A small, clinical-stage biotech is taking on one of medicine’s most difficult challenges: bringing the promise of gene therapy to millions of patients suffering from cardiovascular disease.
The gene therapy realm has often been associated with rare, inherited diseases, where a single mutation holds the key to a patient’s well-being. Cardiovascular conditions, on the other hand, are far from rare and stem from a number of genetic and environmental factors.
Medera, led by CEO and co-founder Ronald Li, recently completed enrollment for a phase 1/2a trial of its gene therapy SRD-002 for heart failure during a time when questions of safety and efficacy put the genetic approach in a difficult position. Lasting success at a scale this large is unprecedented.
Cardiovascular disease is the leading cause of death in the U.S., according to a report published last week by the American Heart Association. And heart failure alone comprises more than 64 million global cases, Li said, calling the condition “a point of no return” that can be slowed but not stopped by the currently available medications.
“We have put a lot of effort over the past 30 years into understanding the underlying mechanism of heart failure and other forms of cardiomyopathy,” Li said. “We happen to have identified a target that is the master switch, not just one particular mutation, and that should allow us to address a huge patient population for the two forms of heart failure.”
Launched 10 years ago by Li and fellow co-founder and chief medical officer Dr. Roger Hajjar, Medera has its roots in the academic hallways of biomedical engineering and cardiology at Johns Hopkins University and Harvard University.
Now, it’s looking to generate the clinical data that will put gene therapy on the map for cardiovascular patients.
Shoulders of giants
Like many biopharma leaders, Li doesn’t stand alone.
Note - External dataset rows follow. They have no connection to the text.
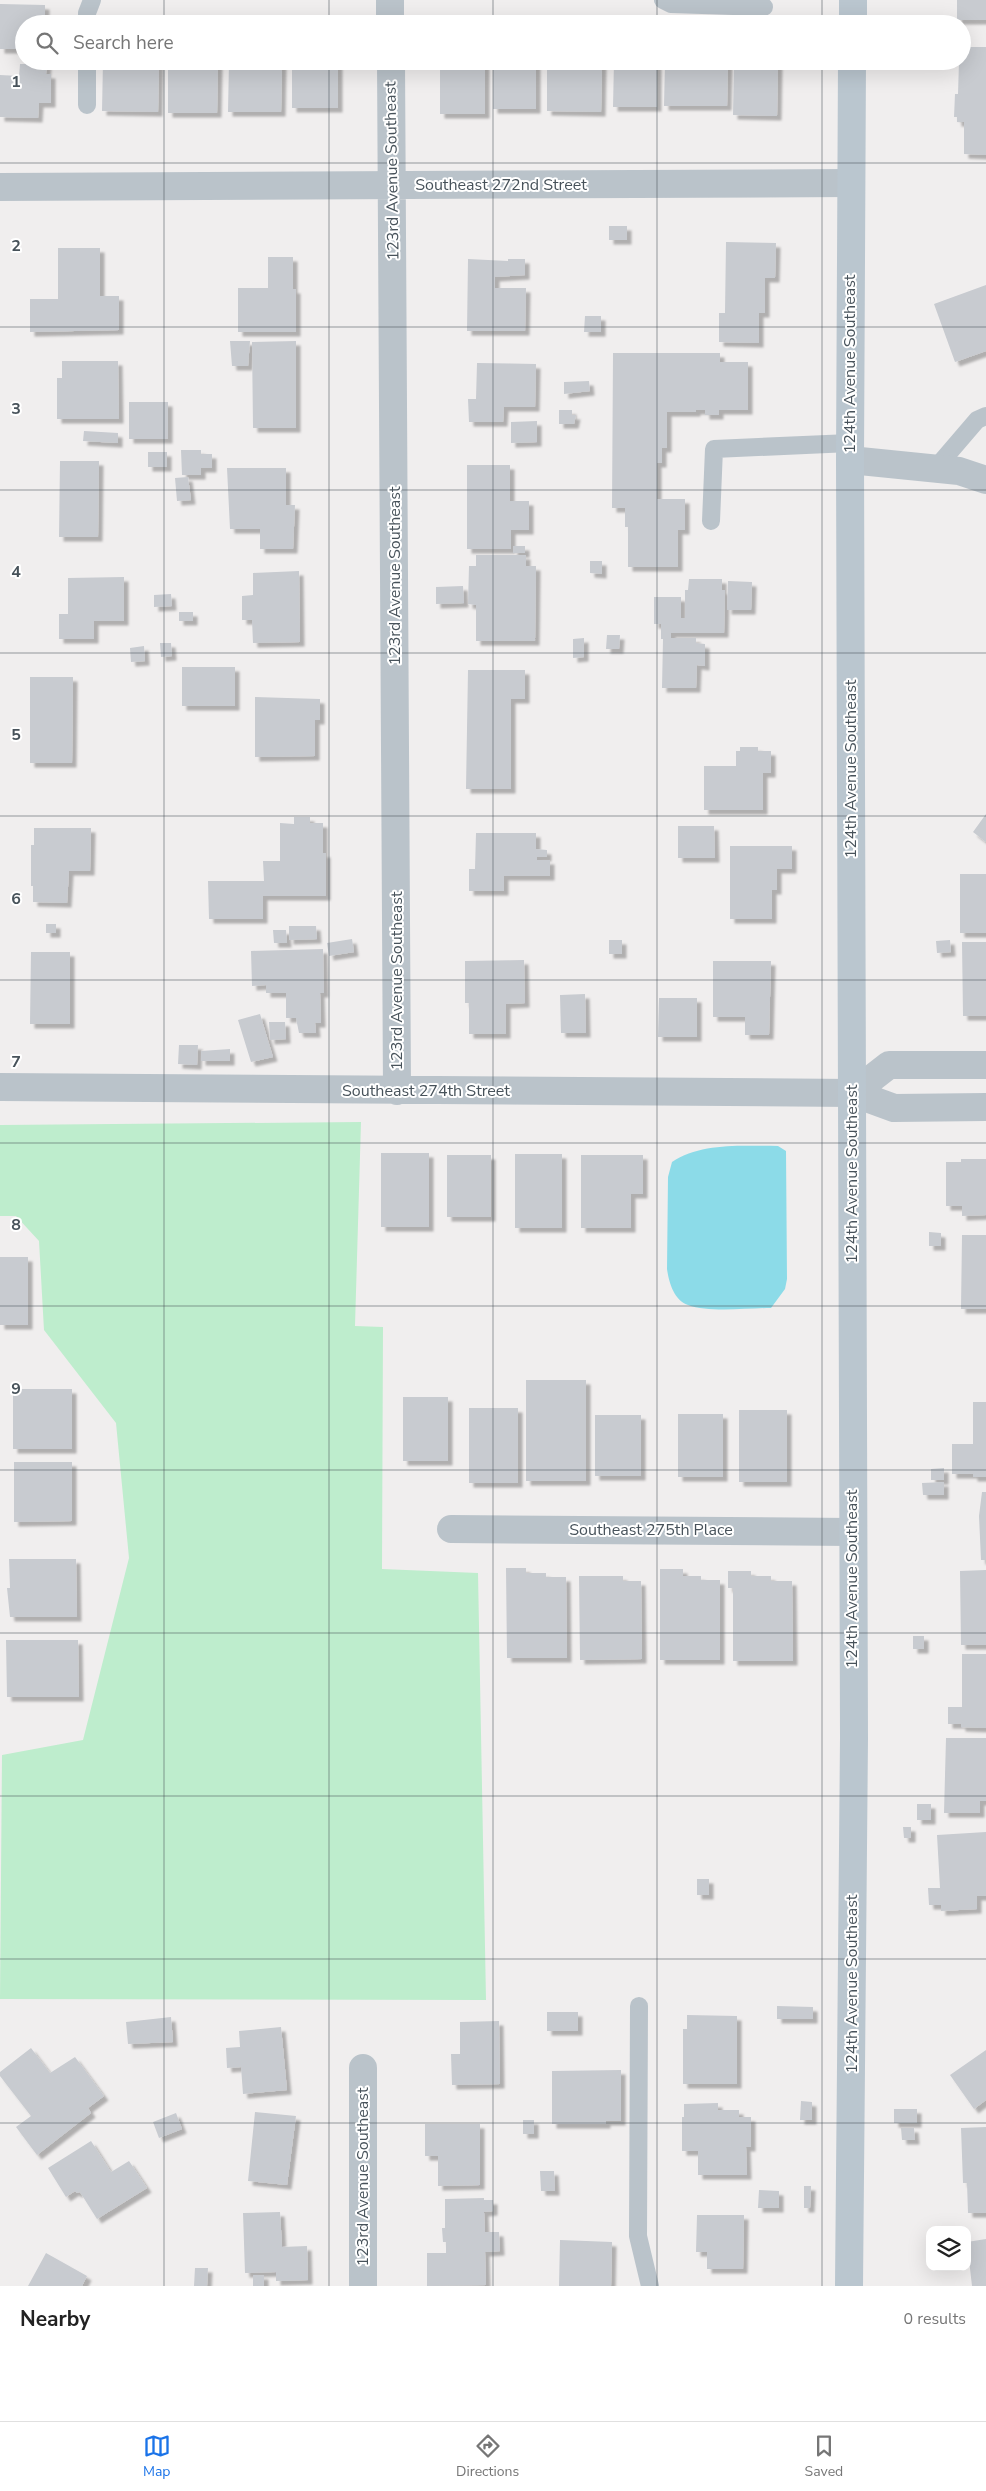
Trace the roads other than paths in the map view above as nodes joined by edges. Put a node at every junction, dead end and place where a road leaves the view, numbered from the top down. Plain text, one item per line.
1 (92, 0) edge
2 (390, 0) edge
3 (663, 0) edge
4 (853, 0) edge
5 (764, 6) dead end
6 (87, 15) edge
7 (390, 15) edge
8 (852, 15) edge
9 (87, 70) edge
10 (391, 70) edge
11 (852, 70) edge
12 (87, 105) dead end
13 (851, 183) junction
14 (393, 186) junction
15 (0, 187) edge
16 (986, 416) edge
17 (850, 452) junction
18 (935, 469) junction
19 (986, 480) edge
20 (711, 521) dead end
21 (986, 1065) edge
22 (0, 1088) edge
23 (397, 1091) junction
24 (853, 1093) junction
25 (986, 1107) edge
26 (451, 1529) dead end
27 (852, 1532) junction
28 (638, 2006) dead end
29 (363, 2068) dead end
30 (363, 2286) edge
31 (650, 2286) edge
32 (849, 2286) edge

1 - 6 lane
2 - 7 street
3 - 5 lane
4 - 8 street
9 - 12 lane
10 - 14 street, 123rd Avenue Southeast
11 - 13 street, 124th Avenue Southeast
13 - 14 street, Southeast 272nd Street
13 - 17 street, 124th Avenue Southeast
14 - 15 street, Southeast 272nd Street
14 - 23 street, 123rd Avenue Southeast
16 - 18 lane
17 - 18 street
17 - 20 lane
17 - 24 street, 124th Avenue Southeast
18 - 19 street
21 - 24 street
22 - 23 street, Southeast 274th Street
23 - 24 street, Southeast 274th Street
24 - 25 street, Southeast 274th Street
24 - 27 street, 124th Avenue Southeast
26 - 27 street, Southeast 275th Place
27 - 32 street, 124th Avenue Southeast
28 - 31 lane
29 - 30 street, 123rd Avenue Southeast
The work from Li and the Medera team expands upon technological leaps that came before.
“We’ve learned so much over the years and decades, and we see ourselves as the third generation of cardiac gene therapy,” Li said, pointing to several drugmakers that helped drive the effort forward.
The first generation began at the turn of the millennium with the biotech Celladon, where Hajjar also served as a co-founder. Celladon not only developed the first cardiac gene therapy, Mydicar, but was one of the first dedicated gene therapy companies in the industry. But Celladon ran into trouble after a failed phase 2 trial, and the company has since shuttered.
Around the time Celladon was losing ground, UniQure made strides with a second generation of heart failure gene therapies. The company signed a licensing agreement with pharma giant Bristol Myers Squibb to potentially succeed where Celladon had stumbled. But after seven years, BMS terminated the collaboration in 2022.
Now, fellow cardiovascular gene therapy developer and Bayer subsidiary AskBio is also chasing a similar goal. AskBio has embarked on a phase 2 trial of its candidate for congestive heart failure, and Li said the two biotechs have learned a lot from one another.
The time could now be right from a technological and regulatory perspective to bring effective therapies through the developmental gantlet, learning from the failures of the past and leveraging new norms in genetic medicine.
“Back then, they were shooting in the dark,” Li said. “They didn’t know the right dosages, and the FDA capped the amount of virus they could inject into patients, 100- to 250-fold lower than companies are routinely using these days.”
Currently, Medera is developing two gene therapies for heart failure: SRD-001 for reduced ejection fraction and SRD-002 for preserved ejection fraction. The company is exploring preclinical programs in pulmonary and vascular conditions, as well.
The master switch
Rather than targeting a specific gene, Medera’s candidates target a calcium-handling pathway that regulates cardiovascular function. This “master switch” underlies all forms of cardiomyopathy, Li said, giving way to wide-ranging effects if targeted by a gene therapy.
That gives Medera a massive potential patient population, but among the high-profile safety issues surrounding gene therapy, scrutiny is bound to follow.
“Gene therapy companies are forced to think about safety more so than before with a lot of people questioning the commercial viability,” Li said. “So we have to think about the practical aspects of organ-specific delivery and manufacturing methods that will get gene therapy to work.”
Medera’s preclinical work makes use of testing technology from its subsidiary Novoheart — a jar-sized disease modeling platform. From a safety perspective, Medera can use the mini-heart to screen for toxicity as well as early signs of efficacy, Li said.
Taking a broader disease approach to gene therapy could have wide implications for future versions of genetic medicine. And Medera is pushing for gene therapies that offer practical solutions to bigger problems.
“Gene therapy is a high-profile field with a lot of scrutiny, but that is also a positive sign because it tells us the field is maturing,” Li said. “Now we have to think about the practical aspects of how we get this done.”